Last week, yet another young Black parent was taken away from us by gun violence. Just 10 miles away from where Derek Chauvin killed George Floyd, Daunte Wright was shot and killed during a traffic stop.
The shooting was preventable. There was no reason Daunte Wright had to die, but he did know the dangers he faced by being pulled over. He called his mom at the beginning of the traffic stop, and she listened in horror until the call suddenly ended.
When his mom received a call back, it was to inform her that Daunte had been shot.
For every tragedy like this, there are hundreds more close calls. This month, it came to light that Windsor, Virginia police officers used excessive force and chemical agents against U.S. Army 2nd Lt. Caron Nazario during a routine traffic stop. Luckily, the stop did not end in tragedy, but it showed that not even the uniform of our armed forces is enough to protect a Black body from police misconduct.
Last week was also Black Maternal Health Week, a week where activists, legislators, and of course moms bring attention to the maternal mortality and morbidity crisis we face in this country. In this crisis, there are hundreds of lives taken from us each year, and thousands more close calls as well. From Beyoncé to Serena Williams, these close calls transcend economic and social status as well.
The police reform and maternal health crises, along with countless other racial disparities and equity issues, have something in common: a fundamental disrespect and misunderstanding of Black bodies.
Black patients are keenly aware of the dangers they face when they access health care. On April 17 of last year, 26-year-old Amber Issac tweeted that she “can’t wait to write a tell all about my experience during my last two trimesters dealing with incompetent doctors” at her hospital in the Bronx.

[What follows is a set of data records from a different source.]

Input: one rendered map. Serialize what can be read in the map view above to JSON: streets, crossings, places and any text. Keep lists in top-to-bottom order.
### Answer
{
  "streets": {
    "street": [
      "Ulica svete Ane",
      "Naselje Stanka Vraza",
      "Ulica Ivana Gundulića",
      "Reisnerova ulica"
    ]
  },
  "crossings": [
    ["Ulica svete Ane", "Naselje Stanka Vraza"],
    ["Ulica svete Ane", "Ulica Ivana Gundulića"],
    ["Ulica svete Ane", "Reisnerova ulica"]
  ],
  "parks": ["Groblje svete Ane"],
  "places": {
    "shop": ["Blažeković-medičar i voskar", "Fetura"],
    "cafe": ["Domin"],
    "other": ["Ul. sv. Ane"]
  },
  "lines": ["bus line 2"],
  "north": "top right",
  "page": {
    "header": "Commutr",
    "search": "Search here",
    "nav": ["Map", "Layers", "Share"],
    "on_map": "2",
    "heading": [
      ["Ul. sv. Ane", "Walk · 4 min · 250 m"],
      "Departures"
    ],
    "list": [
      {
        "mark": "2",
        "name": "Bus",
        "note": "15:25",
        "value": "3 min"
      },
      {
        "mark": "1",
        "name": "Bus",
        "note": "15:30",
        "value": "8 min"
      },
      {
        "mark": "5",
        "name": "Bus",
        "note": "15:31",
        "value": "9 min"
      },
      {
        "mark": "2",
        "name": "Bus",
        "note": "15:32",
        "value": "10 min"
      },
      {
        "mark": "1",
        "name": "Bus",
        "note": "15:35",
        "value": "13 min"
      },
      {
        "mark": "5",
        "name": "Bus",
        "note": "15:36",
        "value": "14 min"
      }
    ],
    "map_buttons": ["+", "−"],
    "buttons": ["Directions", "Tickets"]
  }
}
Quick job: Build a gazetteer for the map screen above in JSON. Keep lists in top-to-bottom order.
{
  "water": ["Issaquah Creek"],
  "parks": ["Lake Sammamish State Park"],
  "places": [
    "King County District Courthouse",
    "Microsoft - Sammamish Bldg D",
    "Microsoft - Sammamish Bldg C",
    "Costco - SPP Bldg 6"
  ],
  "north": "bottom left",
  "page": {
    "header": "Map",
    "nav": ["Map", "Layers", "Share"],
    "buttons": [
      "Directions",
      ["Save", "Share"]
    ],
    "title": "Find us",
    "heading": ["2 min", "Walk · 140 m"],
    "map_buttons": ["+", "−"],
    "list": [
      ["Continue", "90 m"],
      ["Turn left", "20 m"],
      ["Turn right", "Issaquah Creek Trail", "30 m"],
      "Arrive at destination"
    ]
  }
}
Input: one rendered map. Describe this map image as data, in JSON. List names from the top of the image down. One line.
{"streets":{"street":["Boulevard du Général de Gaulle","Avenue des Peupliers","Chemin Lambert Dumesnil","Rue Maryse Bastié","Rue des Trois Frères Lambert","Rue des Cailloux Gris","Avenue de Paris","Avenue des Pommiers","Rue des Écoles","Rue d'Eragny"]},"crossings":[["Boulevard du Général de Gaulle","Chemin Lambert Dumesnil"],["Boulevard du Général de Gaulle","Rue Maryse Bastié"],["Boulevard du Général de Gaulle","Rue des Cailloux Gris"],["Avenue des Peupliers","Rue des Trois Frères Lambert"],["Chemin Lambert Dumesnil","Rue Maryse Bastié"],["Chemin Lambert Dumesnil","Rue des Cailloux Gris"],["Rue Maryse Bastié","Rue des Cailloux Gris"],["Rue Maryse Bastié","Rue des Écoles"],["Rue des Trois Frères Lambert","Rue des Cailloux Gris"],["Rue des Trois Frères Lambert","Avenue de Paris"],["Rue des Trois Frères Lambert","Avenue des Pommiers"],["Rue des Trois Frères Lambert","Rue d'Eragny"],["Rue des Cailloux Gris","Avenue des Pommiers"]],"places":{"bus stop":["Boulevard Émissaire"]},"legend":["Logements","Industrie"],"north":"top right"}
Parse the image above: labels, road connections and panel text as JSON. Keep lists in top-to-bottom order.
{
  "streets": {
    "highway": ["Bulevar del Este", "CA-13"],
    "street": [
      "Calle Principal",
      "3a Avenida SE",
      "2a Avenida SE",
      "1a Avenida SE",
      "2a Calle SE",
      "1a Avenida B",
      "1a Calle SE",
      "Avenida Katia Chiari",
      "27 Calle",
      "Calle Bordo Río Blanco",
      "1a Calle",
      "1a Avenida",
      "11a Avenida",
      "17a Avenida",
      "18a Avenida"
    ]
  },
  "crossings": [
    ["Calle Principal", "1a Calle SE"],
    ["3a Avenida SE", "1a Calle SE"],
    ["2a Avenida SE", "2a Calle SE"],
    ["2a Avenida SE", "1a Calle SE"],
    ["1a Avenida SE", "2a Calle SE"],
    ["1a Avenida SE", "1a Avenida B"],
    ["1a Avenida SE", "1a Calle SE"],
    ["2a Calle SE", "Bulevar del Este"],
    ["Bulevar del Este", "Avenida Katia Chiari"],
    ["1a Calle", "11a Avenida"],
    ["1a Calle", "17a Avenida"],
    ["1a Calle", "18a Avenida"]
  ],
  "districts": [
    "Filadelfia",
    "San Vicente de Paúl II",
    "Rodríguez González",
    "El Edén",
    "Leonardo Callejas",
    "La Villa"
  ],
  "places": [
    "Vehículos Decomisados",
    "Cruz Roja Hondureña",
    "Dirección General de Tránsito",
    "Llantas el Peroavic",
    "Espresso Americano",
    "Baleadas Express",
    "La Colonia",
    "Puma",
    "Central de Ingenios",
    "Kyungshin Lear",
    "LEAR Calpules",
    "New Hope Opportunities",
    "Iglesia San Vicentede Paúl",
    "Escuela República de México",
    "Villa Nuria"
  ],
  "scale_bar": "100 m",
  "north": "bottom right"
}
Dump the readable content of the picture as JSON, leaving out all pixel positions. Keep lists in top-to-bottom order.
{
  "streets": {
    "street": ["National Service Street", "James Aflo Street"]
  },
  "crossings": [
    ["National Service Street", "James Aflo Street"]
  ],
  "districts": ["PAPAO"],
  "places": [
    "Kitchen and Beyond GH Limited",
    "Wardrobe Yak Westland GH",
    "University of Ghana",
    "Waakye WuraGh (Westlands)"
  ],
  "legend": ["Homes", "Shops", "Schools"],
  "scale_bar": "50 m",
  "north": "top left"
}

On April 20, her doctors induced labor and proceeded with an emergency C-section. During the delivery, Amber’s heart stopped as the medical staff removed her son, Elias. Due to the pandemic, the hospital did not allow Amber’s partner to be in the room during the delivery and he later learned that she had HELLP Syndrome, also known as pre-eclampsia.
Little Elias was born more than a month early, but healthy; but by April 21, his mother, Amber, was gone.
The same implicit biases that make a police officer see a Black child as a dangerous adult can cause a doctor to overestimate the pain tolerance of a Black parent giving birth. The outcomes can be appallingly similar, too often resulting in the loss of a parent.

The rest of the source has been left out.